Vor der Bildgebung ist kein Transfer der Zellen nötig; einfach die Konfokalschale auf den Konfokalmikroskoptisch legen. Da die optische Dicke des Bodens exakt mit der Brennweite des Konfokalobjektivs übereinstimmt, wird die Verwendung von speziellem Immersionsöl oder Wasserimmersionsobjektiven empfohlen, wobei Fokus und Scanparameter nach den Bildgebungsanforderungen anzupassen sind. Während des Experiments können Spritzenfilter zur Aufbereitung des Kulturmediums eingesetzt werden, um Sterilität zu gewährleisten, Zellsiebe können zur Entfernung von Zellaggregaten verwendet werden, um die Bildklarheit zu verbessern, und Serumflaschen oder Kulturmediumflaschen können zur Lagerung und Nachfüllung von Flüssigkeiten genutzt werden.
Was ist der Unterschied zwischen Zellkulturschalen mit Glasboden und herkömmlichen Zellkulturschalen?
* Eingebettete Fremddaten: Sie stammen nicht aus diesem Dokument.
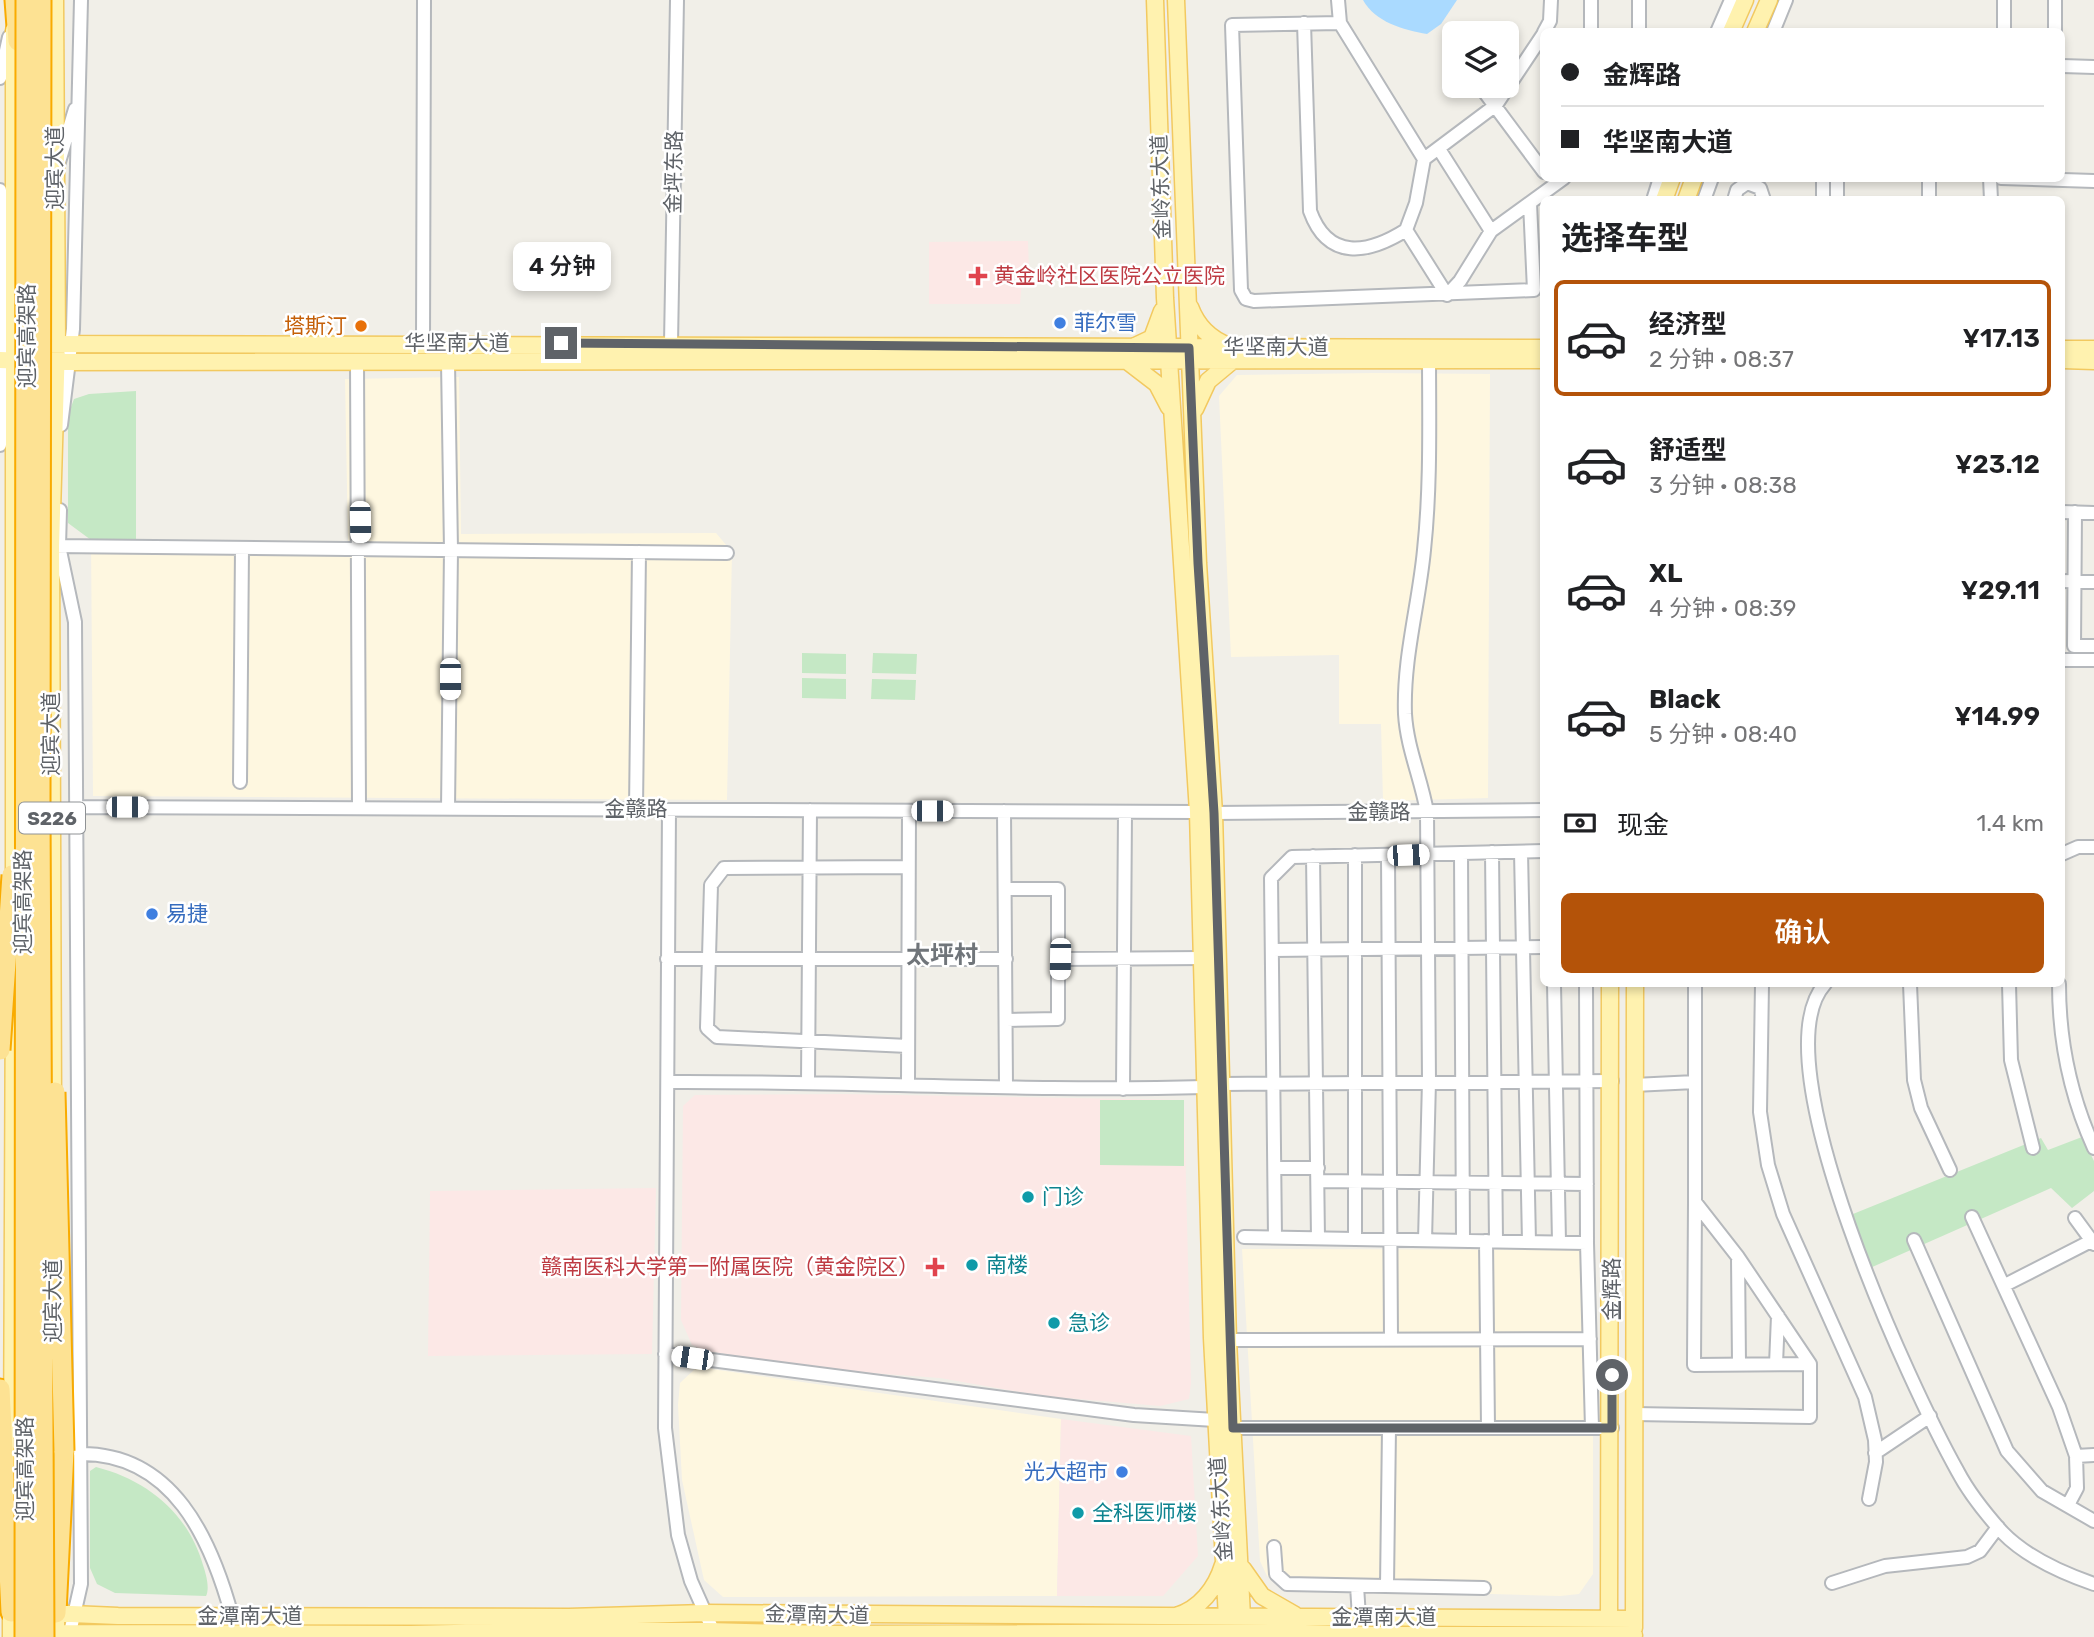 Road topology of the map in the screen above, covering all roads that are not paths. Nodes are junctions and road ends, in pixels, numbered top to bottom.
1 (41, 0) edge
2 (54, 0) edge
3 (82, 0) edge
4 (424, 0) edge
5 (677, 0) edge
6 (1155, 0) edge
7 (1176, 0) edge
8 (1338, 0) edge
9 (1551, 0) edge
10 (1591, 0) edge
11 (1639, 0) edge
12 (1731, 0) edge
13 (1745, 0) edge
14 (1769, 0) edge
15 (1786, 0) edge
16 (2004, 0) edge
17 (2055, 0) edge
18 (18, 3) edge
19 (1304, 23) junction
20 (1340, 23) junction
21 (1546, 28) edge
22 (1591, 28) edge
23 (1639, 28) edge
24 (1719, 28) edge
25 (1733, 28) edge
26 (1757, 28) edge
27 (1775, 28) edge
28 (2004, 28) edge
29 (2055, 28) edge
30 (1540, 38) edge
31 (2065, 66) edge
32 (2094, 66) edge
33 (0, 78) edge
34 (80, 92) junction
35 (1490, 98) edge
36 (1496, 105) junction
37 (1438, 149) junction
38 (1424, 159) junction
39 (1540, 166) edge
40 (55, 176) junction
41 (2065, 180) edge
42 (2094, 181) edge
43 (1554, 182) edge
44 (1752, 182) edge
45 (0, 190) edge
46 (1736, 196) edge
47 (1530, 203) junction
48 (1406, 230) junction
49 (1491, 230) junction
50 (1447, 295) junction
51 (1165, 298) junction
52 (1187, 298) junction
53 (423, 343) junction
54 (64, 344) junction
55 (671, 344) junction
56 (1540, 348) edge
57 (2065, 349) edge
58 (2094, 349) edge
59 (5, 352) edge
60 (1429, 353) junction
61 (1190, 354) junction
62 (1232, 354) junction
63 (1127, 355) junction
64 (1169, 355) junction
65 (1540, 360) edge
66 (2065, 360) edge
67 (2094, 361) edge
68 (63, 362) junction
69 (357, 362) junction
70 (448, 362) junction
71 (1174, 418) junction
72 (1193, 419) junction
73 (0, 445) edge
74 (2065, 512) edge
75 (2075, 512) junction
76 (2094, 513) edge
77 (55, 546) junction
78 (242, 548) junction
79 (360, 549) junction
80 (451, 550) junction
81 (639, 552) junction
82 (727, 553) dead end
83 (1191, 564) junction
84 (2068, 581) edge
85 (2094, 582) edge
86 (25, 622) junction
87 (2094, 646) edge
88 (2065, 660) edge
89 (2094, 660) edge
90 (240, 782) dead end
91 (75, 807) junction
92 (359, 808) junction
93 (448, 809) junction
94 (636, 809) junction
95 (40, 810) junction
96 (669, 810) junction
97 (810, 810) junction
98 (1540, 810) edge
99 (909, 811) junction
100 (1004, 811) junction
101 (1125, 812) junction
102 (1427, 812) junction
103 (1206, 813) junction
104 (2094, 847) edge
105 (1540, 851) edge
106 (1492, 852) junction
107 (1521, 852) junction
108 (1461, 853) junction
109 (2065, 853) edge
110 (1427, 854) junction
111 (1355, 855) junction
112 (1388, 855) junction
113 (1313, 856) junction
114 (908, 867) junction
115 (809, 868) junction
116 (1007, 890) junction
117 (1523, 947) junction
118 (1540, 947) edge
119 (1462, 948) junction
120 (1493, 948) junction
121 (1355, 949) junction
122 (1388, 949) junction
123 (1427, 949) junction
124 (1272, 950) junction
125 (1314, 950) junction
126 (1204, 958) junction
127 (667, 959) junction
128 (711, 959) junction
129 (809, 959) junction
130 (908, 959) junction
131 (1006, 959) junction
132 (1060, 959) junction
133 (1124, 959) junction
134 (1554, 987) edge
135 (1586, 987) edge
136 (1610, 987) edge
137 (1635, 987) edge
138 (1695, 987) edge
139 (1762, 987) edge
140 (1823, 987) edge
141 (1910, 987) edge
142 (2009, 987) edge
143 (2059, 987) edge
144 (1006, 1020) junction
145 (808, 1042) junction
146 (908, 1046) junction
147 (0, 1050) edge
148 (1556, 1079) junction
149 (1586, 1079) junction
150 (1462, 1080) junction
151 (1494, 1080) junction
152 (1526, 1080) junction
153 (1316, 1081) junction
154 (1355, 1081) junction
155 (1388, 1081) junction
156 (1429, 1081) junction
157 (1612, 1081) junction
158 (668, 1082) junction
159 (808, 1082) junction
160 (1273, 1082) junction
161 (1695, 1082) junction
162 (908, 1084) junction
163 (1223, 1084) junction
164 (1634, 1085) junction
165 (1006, 1086) junction
166 (1205, 1087) junction
167 (1123, 1089) junction
168 (2033, 1148) dead end
169 (2094, 1148) edge
170 (1275, 1168) junction
171 (1950, 1170) dead end
172 (1318, 1175) junction
173 (1356, 1182) junction
174 (1388, 1182) junction
175 (1427, 1182) junction
176 (1463, 1183) junction
177 (1496, 1183) junction
178 (1528, 1183) junction
179 (1558, 1184) junction
180 (1587, 1184) junction
181 (1695, 1202) junction
182 (1972, 1217) dead end
183 (2076, 1218) dead end
184 (1244, 1237) dead end
185 (1275, 1237) junction
186 (1318, 1238) junction
187 (1356, 1238) junction
188 (1388, 1239) junction
189 (1425, 1240) junction
190 (1463, 1240) junction
191 (1914, 1240) dead end
192 (1491, 1241) junction
193 (1529, 1242) junction
194 (1559, 1242) junction
195 (2093, 1242) edge
196 (1587, 1243) junction
197 (1738, 1257) junction
198 (2005, 1285) junction
199 (1778, 1316) junction
200 (1391, 1339) junction
201 (1486, 1339) junction
202 (1590, 1339) junction
203 (1228, 1340) junction
204 (665, 1354) junction
205 (1738, 1364) junction
206 (1776, 1364) junction
207 (1810, 1364) junction
208 (0, 1389) edge
209 (1634, 1414) junction
210 (1930, 1416) junction
211 (1215, 1420) junction
212 (1233, 1428) junction
213 (1389, 1428) junction
214 (1488, 1428) junction
215 (1592, 1428) junction
216 (1612, 1428) junction
217 (72, 1453) junction
218 (1875, 1453) junction
219 (2094, 1455) edge
220 (2076, 1456) junction
221 (1228, 1484) junction
222 (1869, 1499) dead end
223 (2068, 1505) junction
224 (2094, 1521) edge
225 (1998, 1527) junction
226 (1274, 1547) dead end
227 (1225, 1559) junction
228 (1241, 1564) junction
229 (1832, 1583) dead end
230 (2094, 1584) edge
231 (1357, 1586) junction
232 (1387, 1586) junction
233 (1484, 1588) dead end
234 (65, 1614) junction
235 (705, 1614) junction
236 (1304, 1617) junction
237 (1359, 1617) junction
238 (9, 1626) edge
239 (231, 1628) edge
240 (1235, 1629) edge
241 (1164, 1630) edge
242 (1609, 1630) edge
243 (1634, 1631) edge
244 (633, 1633) edge
245 (567, 1634) edge
246 (715, 1634) edge
247 (411, 1635) edge
248 (1283, 1635) edge
249 (59, 1636) edge
250 (824, 1636) edge
251 (1373, 1636) edge

1 - 95 highway, 迎宾高架路, bridge
2 - 40 main road, 迎宾大道 / S226
3 - 34 street
4 - 53 street
5 - 55 street, 金坪东路
6 - 51 main road, 金岭东大道
7 - 52 main road, 金岭东大道
8 - 20 street
9 - 21 street
10 - 22 street
11 - 23 street
12 - 24 street
13 - 25 main road
14 - 26 main road
15 - 27 street
16 - 28 street
17 - 29 street
18 - 33 street
18 - 59 main road, 迎宾大道 / S226
18 - 86 highway, 迎宾高架路, bridge
19 - 20 street
19 - 48 street
19 - 50 street
20 - 38 street
30 - 36 street
31 - 32 street
34 - 40 street
34 - 54 street
35 - 36 street
36 - 37 street
36 - 39 street
37 - 38 street
37 - 49 street
38 - 48 street
40 - 54 main road, 迎宾大道 / S226
41 - 42 street
43 - 47 street
44 - 46 street
45 - 59 street
47 - 49 street
47 - 50 street
48 - 50 street
49 - 50 street
51 - 63 main road
51 - 64 main road, 金岭东大道
52 - 61 main road, 金岭东大道
52 - 62 main road
53 - 54 main road, 华坚南大道
53 - 55 main road, 华坚南大道
54 - 59 main road, 华坚南大道
54 - 68 main road, 迎宾大道 / S226
55 - 63 main road, 华坚南大道
56 - 60 main road, 华坚南大道
57 - 58 main road
59 - 68 main road, 华坚南大道
59 - 73 street
59 - 238 main road, 迎宾大道 / S226
60 - 62 main road, 华坚南大道
60 - 65 main road, 华坚南大道
60 - 102 street
61 - 62 main road, 华坚南大道
61 - 64 main road, 华坚南大道
61 - 72 main road, 金岭东大道
62 - 72 main road
63 - 64 main road, 华坚南大道
63 - 70 main road, 华坚南大道
63 - 71 main road
64 - 71 main road, 金岭东大道
66 - 67 main road
68 - 69 main road, 华坚南大道
68 - 77 main road, 迎宾大道 / S226
69 - 70 main road, 华坚南大道
69 - 79 street
70 - 80 street
71 - 83 main road, 金岭东大道
72 - 83 main road, 金岭东大道
74 - 75 street
75 - 76 street
75 - 84 street
77 - 78 street
77 - 91 street
77 - 234 main road, 迎宾大道 / S226
78 - 79 street
78 - 90 street
79 - 80 street
79 - 92 street
80 - 81 street
80 - 93 street
81 - 82 street
81 - 94 street
83 - 103 main road, 金岭东大道
84 - 85 street
84 - 87 street
86 - 147 highway, bridge
86 - 238 highway, 迎宾高架路, bridge
88 - 89 street
91 - 92 street, 金赣路
91 - 217 street
92 - 93 street, 金赣路
93 - 94 street, 金赣路
94 - 96 street, 金赣路
95 - 217 highway, bridge
95 - 249 highway, 迎宾高架路, bridge
96 - 97 street, 金赣路
96 - 127 street
97 - 99 street, 金赣路
97 - 115 street
98 - 102 street, 金赣路
99 - 100 street, 金赣路
99 - 114 street
100 - 101 street, 金赣路
100 - 116 street
101 - 103 street, 金赣路
101 - 133 street
102 - 103 street, 金赣路
102 - 110 street
103 - 126 main road, 金岭东大道
103 - 163 main road, 金岭东大道
104 - 109 street
105 - 107 street
106 - 107 street
106 - 108 street
106 - 120 street
107 - 117 street
108 - 110 street
108 - 119 street
110 - 112 street
110 - 123 street
111 - 112 street
111 - 113 street
111 - 121 street
112 - 122 street
113 - 124 street
113 - 125 street
114 - 115 street
114 - 130 street
115 - 128 street
115 - 129 street
116 - 131 street
116 - 132 street
117 - 118 street
117 - 120 street
117 - 152 street
119 - 120 street
119 - 123 street
119 - 150 street
120 - 151 street
121 - 122 street
121 - 125 street
121 - 154 street
122 - 123 street
122 - 155 street
123 - 156 street
124 - 125 street
124 - 160 street
125 - 153 street
126 - 133 street
126 - 166 main road, 金岭东大道
127 - 128 street
127 - 158 street
128 - 129 street
128 - 145 street
129 - 130 street
129 - 145 street
130 - 131 street
130 - 146 street
131 - 144 street
132 - 133 street
132 - 144 street
133 - 167 street
134 - 148 street
135 - 149 street
136 - 157 main road, 金辉路
137 - 164 main road, 金辉路
138 - 161 street
139 - 218 street
140 - 210 street
141 - 171 street
142 - 168 street
143 - 169 street
144 - 165 street
145 - 146 street
145 - 159 street
146 - 162 street
148 - 149 street
148 - 152 street
148 - 179 street
149 - 157 street
149 - 180 street
150 - 151 street
150 - 156 street
150 - 176 street
151 - 152 street
151 - 177 street
152 - 178 street
153 - 154 street
153 - 160 street
153 - 172 street
154 - 155 street
154 - 173 street
155 - 156 street
155 - 174 street
156 - 175 street
157 - 216 main road, 金辉路
158 - 159 street
158 - 204 street
159 - 162 street
160 - 163 street
160 - 170 street
161 - 164 street
161 - 181 street
162 - 165 street
163 - 203 main road, 金岭东大道
164 - 209 main road, 金辉路
165 - 167 street
166 - 167 street
166 - 211 main road, 金岭东大道
170 - 172 street
170 - 185 street
172 - 173 street
172 - 186 street
173 - 174 street
173 - 187 street
174 - 175 street
174 - 188 street
175 - 176 street
175 - 189 street
176 - 177 street
176 - 190 street
177 - 178 street
177 - 192 street
178 - 179 street
178 - 193 street
179 - 180 street
179 - 194 street
180 - 196 street
181 - 197 street
181 - 205 street
182 - 198 street
183 - 195 street
184 - 185 street
185 - 186 street
186 - 187 street
187 - 188 street
188 - 189 street
188 - 200 street
189 - 190 street
190 - 192 street
191 - 223 street
192 - 193 street
192 - 201 street
193 - 194 street
194 - 196 street
195 - 198 street
196 - 202 street
197 - 199 street
197 - 205 street
198 - 220 street
199 - 206 street
199 - 207 street
200 - 201 street
200 - 203 street
201 - 202 street
201 - 214 street
202 - 215 street
203 - 212 main road, 金岭东大道
204 - 211 street
204 - 235 street
205 - 206 street
206 - 207 street
207 - 209 street
208 - 238 highway
209 - 243 main road, 金辉路
210 - 218 street
210 - 225 street
211 - 221 main road, 金岭东大道
212 - 213 street
212 - 221 main road, 金岭东大道
213 - 214 street
213 - 232 street
214 - 215 street
215 - 216 street
216 - 242 main road, 金辉路
217 - 234 highway
217 - 239 street
218 - 222 street
219 - 220 street
220 - 223 street
221 - 227 main road, 金岭东大道
221 - 228 main road, 金岭东大道
223 - 224 street
225 - 229 street
225 - 230 street
226 - 231 street
227 - 240 main road, 金岭东大道
227 - 241 main road
228 - 236 main road
228 - 240 main road, 金岭东大道
231 - 232 street
231 - 237 street
232 - 233 street
234 - 238 main road, 金潭南大道
234 - 239 main road, 金潭南大道
234 - 249 main road, 迎宾大道 / S226
235 - 239 main road, 金潭南大道
235 - 241 main road, 金潭南大道
235 - 246 street
236 - 237 main road, 金潭南大道
236 - 240 main road, 金潭南大道
237 - 242 main road, 金潭南大道
238 - 249 main road, 金潭南大道
239 - 247 main road, 金潭南大道
239 - 249 main road, 金潭南大道
240 - 241 main road, 金潭南大道
240 - 248 main road, 金潭南大道
241 - 250 main road, 金潭南大道
242 - 243 main road, 金潭南大道
242 - 251 main road, 金潭南大道
244 - 245 main road, 金潭南大道
244 - 246 main road, 金潭南大道
245 - 247 main road, 金潭南大道
246 - 250 main road, 金潭南大道
248 - 251 main road, 金潭南大道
Konfokale Mikroskopie-Kulturschalen verwenden hochwertiges optisches Glas oder Folie als Boden, um eine klare Bildgebung mittels Laser-Konfokalmikroskopie zu gewährleisten. Herkömmliche Kulturschalen hingegen weisen in der Regel dickere oder ungleichmäßigere Substrate auf, was sie für hochauflösende Bildgebung ungeeignet macht.
Können Konfokalkulturschalen für die Langzeitkultivierung von Zellen verwendet werden?
Absolut. TC-beschichtete Petrischalen mit Glasboden unterstützen, wie Standardkulturschalen, die langfristige adhärente Kultivierung, ohne dass Zellen vor dem Experimentieren transferiert werden müssen.